Problem description: Every line of the records below that holds the word "Joaquín" should be copied out.

Data to process:

⟨

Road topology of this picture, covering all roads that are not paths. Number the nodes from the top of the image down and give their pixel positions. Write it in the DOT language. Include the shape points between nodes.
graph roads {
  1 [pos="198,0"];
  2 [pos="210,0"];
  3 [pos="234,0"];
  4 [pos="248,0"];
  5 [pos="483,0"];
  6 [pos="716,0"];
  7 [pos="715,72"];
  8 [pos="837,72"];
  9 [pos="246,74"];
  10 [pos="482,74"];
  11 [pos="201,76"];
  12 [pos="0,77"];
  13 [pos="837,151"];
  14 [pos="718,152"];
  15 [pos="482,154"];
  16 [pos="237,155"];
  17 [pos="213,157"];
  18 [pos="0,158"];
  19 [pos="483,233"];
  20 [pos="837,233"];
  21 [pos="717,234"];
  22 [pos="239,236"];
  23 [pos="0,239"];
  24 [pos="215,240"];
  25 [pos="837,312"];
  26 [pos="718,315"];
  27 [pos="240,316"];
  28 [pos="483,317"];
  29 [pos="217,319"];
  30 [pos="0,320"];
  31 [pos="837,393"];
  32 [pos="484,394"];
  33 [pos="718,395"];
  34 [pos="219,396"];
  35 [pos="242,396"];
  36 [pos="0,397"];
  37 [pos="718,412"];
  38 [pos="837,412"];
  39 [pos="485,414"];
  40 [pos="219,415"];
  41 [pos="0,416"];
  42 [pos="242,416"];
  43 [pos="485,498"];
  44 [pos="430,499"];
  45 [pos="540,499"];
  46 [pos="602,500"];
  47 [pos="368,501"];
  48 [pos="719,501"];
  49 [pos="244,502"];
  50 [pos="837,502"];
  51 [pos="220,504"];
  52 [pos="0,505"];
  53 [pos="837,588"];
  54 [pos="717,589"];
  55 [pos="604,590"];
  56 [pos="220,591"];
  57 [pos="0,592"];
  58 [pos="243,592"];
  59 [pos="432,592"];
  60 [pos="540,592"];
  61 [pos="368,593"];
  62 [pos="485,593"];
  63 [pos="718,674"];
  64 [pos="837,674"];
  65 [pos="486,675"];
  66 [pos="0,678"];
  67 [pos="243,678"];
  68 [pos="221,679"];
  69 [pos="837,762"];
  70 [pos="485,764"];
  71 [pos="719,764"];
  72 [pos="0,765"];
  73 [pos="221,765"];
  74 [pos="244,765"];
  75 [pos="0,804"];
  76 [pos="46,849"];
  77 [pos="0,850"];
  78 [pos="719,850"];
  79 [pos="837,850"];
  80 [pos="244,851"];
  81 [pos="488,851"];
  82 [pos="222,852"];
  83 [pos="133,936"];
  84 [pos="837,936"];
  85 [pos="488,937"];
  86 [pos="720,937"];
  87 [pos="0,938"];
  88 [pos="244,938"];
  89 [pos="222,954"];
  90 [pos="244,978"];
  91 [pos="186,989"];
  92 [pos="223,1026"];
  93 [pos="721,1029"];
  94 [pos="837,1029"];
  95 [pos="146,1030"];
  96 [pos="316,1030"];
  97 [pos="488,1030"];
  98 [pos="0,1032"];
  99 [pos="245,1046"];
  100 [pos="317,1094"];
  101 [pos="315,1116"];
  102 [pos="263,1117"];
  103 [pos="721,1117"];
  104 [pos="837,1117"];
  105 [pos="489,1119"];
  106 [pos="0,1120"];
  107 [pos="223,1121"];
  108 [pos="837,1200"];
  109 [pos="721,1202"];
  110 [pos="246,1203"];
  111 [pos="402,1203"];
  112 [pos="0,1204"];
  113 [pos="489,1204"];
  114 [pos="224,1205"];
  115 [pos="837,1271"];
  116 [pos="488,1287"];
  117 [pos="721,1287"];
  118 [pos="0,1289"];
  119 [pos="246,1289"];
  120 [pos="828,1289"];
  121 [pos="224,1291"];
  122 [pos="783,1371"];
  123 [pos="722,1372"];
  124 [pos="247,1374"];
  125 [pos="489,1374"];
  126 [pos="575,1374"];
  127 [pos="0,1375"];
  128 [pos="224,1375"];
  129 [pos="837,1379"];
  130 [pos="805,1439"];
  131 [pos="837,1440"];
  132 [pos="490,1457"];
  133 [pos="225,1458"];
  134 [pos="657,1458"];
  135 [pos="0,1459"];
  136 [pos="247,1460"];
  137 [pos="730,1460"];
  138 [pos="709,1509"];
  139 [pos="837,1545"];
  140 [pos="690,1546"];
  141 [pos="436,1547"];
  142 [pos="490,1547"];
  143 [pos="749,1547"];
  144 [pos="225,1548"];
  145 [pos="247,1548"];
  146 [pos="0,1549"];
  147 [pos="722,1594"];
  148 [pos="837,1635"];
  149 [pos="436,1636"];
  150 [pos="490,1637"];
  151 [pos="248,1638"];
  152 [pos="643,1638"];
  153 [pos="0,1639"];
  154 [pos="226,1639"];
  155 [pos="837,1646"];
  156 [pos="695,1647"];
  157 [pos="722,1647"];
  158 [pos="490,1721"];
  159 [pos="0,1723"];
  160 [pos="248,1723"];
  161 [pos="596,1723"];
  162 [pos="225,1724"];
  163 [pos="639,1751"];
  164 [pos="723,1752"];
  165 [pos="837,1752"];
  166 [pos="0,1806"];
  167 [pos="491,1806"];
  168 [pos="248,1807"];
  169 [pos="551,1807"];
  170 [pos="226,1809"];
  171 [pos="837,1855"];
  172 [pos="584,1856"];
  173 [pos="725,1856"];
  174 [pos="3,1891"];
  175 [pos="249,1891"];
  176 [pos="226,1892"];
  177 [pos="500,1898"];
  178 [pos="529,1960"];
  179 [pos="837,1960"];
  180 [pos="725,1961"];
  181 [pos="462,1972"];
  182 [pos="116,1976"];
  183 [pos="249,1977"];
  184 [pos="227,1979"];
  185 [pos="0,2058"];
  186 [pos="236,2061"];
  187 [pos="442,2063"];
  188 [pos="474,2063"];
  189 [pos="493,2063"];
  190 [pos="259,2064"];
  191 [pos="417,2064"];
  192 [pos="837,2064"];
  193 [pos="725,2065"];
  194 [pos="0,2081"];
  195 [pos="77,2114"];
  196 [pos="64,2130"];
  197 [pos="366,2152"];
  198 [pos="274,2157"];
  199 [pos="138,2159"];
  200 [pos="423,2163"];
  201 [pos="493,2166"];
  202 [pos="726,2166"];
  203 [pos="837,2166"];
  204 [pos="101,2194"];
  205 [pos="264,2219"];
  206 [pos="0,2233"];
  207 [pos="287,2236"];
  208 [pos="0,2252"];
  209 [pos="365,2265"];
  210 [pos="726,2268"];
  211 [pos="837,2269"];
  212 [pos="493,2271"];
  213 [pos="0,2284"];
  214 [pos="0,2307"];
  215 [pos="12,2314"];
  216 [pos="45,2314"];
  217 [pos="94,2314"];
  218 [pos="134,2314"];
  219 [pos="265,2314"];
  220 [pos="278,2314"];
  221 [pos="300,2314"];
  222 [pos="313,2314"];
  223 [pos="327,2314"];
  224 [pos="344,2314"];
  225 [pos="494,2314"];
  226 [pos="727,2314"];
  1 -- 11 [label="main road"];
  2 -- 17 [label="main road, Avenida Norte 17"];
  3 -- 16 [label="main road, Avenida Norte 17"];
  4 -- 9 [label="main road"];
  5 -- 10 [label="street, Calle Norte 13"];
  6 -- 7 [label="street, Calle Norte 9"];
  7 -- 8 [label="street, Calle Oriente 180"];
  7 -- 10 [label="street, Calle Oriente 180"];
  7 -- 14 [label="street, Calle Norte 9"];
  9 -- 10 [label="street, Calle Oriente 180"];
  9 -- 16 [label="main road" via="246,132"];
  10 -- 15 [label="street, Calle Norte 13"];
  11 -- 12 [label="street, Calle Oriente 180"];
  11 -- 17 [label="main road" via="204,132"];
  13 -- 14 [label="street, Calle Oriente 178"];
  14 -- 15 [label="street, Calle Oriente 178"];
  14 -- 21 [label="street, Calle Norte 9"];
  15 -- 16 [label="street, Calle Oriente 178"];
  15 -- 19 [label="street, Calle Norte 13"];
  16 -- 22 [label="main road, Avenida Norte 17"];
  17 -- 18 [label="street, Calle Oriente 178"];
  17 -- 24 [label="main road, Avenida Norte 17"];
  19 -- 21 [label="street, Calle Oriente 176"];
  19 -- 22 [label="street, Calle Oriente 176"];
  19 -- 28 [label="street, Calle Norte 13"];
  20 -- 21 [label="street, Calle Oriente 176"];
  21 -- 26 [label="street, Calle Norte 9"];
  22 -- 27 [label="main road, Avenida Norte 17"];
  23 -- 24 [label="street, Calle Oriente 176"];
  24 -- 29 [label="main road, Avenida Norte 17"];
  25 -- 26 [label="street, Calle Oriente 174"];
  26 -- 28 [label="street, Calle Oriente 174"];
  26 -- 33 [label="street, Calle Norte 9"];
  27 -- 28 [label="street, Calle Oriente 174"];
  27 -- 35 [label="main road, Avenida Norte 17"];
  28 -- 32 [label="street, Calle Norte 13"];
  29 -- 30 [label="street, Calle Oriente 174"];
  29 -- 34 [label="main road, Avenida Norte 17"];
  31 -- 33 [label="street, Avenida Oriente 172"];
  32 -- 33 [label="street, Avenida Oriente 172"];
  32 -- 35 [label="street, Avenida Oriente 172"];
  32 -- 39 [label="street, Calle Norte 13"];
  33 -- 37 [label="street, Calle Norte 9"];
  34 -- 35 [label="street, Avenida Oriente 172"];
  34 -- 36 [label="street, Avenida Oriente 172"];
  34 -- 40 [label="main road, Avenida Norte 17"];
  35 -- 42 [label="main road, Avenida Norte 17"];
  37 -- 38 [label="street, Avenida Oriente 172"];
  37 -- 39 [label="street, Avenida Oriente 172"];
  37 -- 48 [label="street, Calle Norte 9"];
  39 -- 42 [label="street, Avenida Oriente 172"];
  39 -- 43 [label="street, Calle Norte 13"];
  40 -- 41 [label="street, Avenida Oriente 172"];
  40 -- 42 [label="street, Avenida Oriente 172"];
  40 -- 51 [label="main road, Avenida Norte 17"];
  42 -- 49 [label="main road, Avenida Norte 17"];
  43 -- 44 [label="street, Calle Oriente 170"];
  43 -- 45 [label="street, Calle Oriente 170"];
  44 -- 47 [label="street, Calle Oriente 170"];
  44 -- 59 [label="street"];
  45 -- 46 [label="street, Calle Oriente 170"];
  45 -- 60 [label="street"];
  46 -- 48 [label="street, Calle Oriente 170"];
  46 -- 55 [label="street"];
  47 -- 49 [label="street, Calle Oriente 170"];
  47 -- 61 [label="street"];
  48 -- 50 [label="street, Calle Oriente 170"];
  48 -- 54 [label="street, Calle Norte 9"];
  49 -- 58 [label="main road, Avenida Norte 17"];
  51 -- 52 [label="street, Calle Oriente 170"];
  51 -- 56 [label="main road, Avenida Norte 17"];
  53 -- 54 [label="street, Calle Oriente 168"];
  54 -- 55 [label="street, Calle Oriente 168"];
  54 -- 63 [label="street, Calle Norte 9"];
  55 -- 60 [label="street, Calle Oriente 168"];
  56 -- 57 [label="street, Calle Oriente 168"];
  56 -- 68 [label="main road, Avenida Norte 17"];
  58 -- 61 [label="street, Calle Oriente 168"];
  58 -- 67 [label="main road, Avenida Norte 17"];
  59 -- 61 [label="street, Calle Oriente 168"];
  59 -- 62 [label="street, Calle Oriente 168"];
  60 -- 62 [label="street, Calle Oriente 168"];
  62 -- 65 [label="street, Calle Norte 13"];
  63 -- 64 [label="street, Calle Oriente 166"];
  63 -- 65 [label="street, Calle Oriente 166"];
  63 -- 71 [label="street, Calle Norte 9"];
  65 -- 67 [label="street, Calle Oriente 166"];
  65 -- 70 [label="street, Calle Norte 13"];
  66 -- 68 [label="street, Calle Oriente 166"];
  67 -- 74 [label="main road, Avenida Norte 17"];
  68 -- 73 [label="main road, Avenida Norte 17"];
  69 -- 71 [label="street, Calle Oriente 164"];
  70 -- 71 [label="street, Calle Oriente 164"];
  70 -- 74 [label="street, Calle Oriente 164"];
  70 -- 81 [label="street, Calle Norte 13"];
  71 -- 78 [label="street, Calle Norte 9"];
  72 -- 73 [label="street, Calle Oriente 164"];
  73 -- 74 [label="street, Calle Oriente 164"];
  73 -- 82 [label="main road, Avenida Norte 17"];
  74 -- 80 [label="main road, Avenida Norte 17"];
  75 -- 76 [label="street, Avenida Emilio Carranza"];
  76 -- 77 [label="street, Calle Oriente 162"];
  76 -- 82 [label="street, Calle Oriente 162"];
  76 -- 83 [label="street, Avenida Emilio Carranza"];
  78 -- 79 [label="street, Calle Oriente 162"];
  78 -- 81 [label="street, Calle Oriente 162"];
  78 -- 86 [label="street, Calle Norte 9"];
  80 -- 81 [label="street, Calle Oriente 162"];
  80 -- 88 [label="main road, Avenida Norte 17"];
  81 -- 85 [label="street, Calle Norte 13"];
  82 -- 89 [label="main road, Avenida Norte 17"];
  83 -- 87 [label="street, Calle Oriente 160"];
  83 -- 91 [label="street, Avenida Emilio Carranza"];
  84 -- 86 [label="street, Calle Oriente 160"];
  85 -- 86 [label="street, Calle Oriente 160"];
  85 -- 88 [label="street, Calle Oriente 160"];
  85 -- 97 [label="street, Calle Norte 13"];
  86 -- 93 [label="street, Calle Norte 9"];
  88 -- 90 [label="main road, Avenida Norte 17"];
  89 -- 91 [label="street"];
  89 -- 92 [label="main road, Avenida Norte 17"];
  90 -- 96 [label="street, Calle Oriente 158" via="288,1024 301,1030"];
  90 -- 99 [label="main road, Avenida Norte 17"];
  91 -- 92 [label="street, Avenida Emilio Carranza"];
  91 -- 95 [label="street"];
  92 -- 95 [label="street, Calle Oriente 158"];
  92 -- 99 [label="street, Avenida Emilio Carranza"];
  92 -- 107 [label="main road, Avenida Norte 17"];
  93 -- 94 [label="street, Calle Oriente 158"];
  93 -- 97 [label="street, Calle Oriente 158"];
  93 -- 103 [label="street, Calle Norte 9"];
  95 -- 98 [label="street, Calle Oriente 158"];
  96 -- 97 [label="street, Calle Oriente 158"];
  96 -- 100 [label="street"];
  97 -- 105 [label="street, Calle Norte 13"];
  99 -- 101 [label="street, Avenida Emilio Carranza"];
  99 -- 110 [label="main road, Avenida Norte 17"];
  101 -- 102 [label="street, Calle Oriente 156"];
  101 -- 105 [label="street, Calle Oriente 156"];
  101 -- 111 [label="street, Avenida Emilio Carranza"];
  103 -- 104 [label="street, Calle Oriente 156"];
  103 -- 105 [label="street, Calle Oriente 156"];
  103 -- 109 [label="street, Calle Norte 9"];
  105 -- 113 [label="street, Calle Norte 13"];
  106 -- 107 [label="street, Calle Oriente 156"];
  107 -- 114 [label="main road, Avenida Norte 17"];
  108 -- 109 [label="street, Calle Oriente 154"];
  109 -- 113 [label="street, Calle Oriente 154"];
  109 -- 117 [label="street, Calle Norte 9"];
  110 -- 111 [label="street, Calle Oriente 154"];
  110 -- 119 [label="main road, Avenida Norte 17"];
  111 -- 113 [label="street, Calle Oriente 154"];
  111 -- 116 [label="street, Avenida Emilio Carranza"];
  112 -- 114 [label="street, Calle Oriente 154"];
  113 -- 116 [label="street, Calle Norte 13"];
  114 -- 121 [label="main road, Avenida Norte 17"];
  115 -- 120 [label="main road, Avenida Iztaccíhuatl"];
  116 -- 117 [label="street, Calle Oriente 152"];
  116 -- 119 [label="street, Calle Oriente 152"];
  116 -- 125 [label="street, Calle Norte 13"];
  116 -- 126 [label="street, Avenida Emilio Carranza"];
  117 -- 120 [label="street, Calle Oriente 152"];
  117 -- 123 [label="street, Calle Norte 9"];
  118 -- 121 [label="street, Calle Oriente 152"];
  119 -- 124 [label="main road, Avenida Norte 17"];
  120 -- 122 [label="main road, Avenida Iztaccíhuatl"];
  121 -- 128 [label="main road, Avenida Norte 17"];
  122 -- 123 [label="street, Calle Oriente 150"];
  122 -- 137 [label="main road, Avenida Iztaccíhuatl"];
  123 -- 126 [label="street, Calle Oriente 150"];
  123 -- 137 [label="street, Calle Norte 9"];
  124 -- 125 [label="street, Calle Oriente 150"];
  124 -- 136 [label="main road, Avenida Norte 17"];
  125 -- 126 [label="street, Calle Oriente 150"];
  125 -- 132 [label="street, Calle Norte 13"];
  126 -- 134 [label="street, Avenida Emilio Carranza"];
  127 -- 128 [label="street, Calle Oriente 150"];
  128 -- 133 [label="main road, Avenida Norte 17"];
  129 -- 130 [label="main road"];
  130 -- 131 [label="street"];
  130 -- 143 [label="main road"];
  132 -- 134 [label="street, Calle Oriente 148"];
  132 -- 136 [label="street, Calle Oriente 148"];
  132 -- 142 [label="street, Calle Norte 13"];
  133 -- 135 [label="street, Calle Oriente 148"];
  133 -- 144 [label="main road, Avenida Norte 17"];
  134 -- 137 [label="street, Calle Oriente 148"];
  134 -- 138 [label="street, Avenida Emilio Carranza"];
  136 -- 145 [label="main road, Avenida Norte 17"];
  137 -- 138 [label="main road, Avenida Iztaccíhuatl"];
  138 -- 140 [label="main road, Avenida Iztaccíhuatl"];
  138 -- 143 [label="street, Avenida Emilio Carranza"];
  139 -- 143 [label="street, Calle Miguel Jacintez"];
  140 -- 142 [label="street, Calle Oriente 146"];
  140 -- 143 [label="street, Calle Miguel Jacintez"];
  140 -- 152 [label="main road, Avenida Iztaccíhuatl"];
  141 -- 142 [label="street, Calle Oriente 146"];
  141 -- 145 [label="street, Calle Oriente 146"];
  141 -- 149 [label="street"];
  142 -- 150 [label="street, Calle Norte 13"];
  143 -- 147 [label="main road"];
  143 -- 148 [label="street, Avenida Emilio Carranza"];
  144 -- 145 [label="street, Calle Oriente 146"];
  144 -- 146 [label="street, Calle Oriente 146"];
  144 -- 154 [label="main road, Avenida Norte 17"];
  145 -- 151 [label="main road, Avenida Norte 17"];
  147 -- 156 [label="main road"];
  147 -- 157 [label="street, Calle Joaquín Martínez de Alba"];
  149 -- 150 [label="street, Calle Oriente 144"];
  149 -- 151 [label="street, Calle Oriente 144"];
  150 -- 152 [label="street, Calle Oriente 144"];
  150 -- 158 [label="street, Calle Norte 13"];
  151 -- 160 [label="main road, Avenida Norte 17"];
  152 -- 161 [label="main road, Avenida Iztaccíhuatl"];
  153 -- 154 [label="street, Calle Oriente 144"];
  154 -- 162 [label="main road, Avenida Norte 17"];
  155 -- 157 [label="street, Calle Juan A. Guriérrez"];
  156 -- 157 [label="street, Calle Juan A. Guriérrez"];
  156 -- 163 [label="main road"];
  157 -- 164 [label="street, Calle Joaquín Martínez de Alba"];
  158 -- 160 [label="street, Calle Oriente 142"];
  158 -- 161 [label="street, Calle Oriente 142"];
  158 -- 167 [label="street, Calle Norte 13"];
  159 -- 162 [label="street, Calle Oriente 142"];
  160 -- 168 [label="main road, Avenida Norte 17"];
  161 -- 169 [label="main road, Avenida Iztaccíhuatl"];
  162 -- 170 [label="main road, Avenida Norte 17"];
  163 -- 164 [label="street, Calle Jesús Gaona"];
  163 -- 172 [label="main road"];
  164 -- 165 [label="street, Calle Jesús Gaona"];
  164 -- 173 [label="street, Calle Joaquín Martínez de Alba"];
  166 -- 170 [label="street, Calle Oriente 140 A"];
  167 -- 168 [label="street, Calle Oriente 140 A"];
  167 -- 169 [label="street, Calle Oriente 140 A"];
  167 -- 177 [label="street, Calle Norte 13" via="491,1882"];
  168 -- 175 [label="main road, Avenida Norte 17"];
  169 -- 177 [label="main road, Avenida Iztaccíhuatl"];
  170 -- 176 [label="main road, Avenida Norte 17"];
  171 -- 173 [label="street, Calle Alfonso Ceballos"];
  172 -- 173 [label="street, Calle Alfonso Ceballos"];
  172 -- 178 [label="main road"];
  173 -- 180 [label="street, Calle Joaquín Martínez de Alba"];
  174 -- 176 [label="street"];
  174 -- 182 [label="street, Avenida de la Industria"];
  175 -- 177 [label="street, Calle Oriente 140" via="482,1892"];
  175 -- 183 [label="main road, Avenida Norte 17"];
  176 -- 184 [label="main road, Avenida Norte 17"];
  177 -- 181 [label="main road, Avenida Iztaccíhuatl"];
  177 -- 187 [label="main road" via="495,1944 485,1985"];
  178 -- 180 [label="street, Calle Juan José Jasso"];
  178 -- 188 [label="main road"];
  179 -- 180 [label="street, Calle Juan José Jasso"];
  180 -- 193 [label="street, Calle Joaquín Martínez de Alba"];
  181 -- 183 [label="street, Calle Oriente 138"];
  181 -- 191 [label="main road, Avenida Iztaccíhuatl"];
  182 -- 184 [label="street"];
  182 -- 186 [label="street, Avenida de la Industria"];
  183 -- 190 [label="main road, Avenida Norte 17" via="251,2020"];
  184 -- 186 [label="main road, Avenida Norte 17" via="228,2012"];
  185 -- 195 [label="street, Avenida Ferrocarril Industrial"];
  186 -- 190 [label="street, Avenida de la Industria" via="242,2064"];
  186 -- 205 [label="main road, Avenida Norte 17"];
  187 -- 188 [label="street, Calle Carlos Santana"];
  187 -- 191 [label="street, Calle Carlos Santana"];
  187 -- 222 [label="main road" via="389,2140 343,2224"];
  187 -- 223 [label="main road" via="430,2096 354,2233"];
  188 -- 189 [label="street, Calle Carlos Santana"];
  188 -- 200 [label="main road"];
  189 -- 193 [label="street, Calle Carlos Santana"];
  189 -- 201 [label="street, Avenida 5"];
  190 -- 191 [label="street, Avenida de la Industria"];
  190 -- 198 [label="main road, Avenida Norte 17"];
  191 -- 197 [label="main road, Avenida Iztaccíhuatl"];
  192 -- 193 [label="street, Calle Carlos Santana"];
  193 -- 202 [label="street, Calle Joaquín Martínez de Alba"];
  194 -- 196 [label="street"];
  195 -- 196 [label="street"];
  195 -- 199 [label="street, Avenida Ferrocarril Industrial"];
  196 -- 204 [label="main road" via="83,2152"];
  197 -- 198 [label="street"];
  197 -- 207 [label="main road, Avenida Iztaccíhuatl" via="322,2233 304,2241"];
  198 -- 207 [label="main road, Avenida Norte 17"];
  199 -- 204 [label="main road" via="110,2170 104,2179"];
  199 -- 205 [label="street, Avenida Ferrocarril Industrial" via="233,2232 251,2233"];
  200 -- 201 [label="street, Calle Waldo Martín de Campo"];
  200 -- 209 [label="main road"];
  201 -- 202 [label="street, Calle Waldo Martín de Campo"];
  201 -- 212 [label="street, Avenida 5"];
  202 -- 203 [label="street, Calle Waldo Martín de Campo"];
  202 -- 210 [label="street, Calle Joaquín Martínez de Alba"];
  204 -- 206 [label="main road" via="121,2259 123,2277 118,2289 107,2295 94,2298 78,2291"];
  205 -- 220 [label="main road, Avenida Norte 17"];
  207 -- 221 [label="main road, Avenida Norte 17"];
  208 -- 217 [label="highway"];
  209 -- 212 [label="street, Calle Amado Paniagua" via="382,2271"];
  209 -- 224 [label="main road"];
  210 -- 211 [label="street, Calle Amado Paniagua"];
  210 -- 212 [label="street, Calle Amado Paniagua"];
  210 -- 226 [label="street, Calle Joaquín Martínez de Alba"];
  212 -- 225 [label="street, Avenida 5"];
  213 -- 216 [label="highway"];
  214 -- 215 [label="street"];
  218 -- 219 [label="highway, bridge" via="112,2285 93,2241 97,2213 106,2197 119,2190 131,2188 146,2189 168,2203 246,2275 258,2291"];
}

⟩

Task solution:
  147 -- 157 [label="street, Calle Joaquín Martínez de Alba"];
  157 -- 164 [label="street, Calle Joaquín Martínez de Alba"];
  164 -- 173 [label="street, Calle Joaquín Martínez de Alba"];
  173 -- 180 [label="street, Calle Joaquín Martínez de Alba"];
  180 -- 193 [label="street, Calle Joaquín Martínez de Alba"];
  193 -- 202 [label="street, Calle Joaquín Martínez de Alba"];
  202 -- 210 [label="street, Calle Joaquín Martínez de Alba"];
  210 -- 226 [label="street, Calle Joaquín Martínez de Alba"];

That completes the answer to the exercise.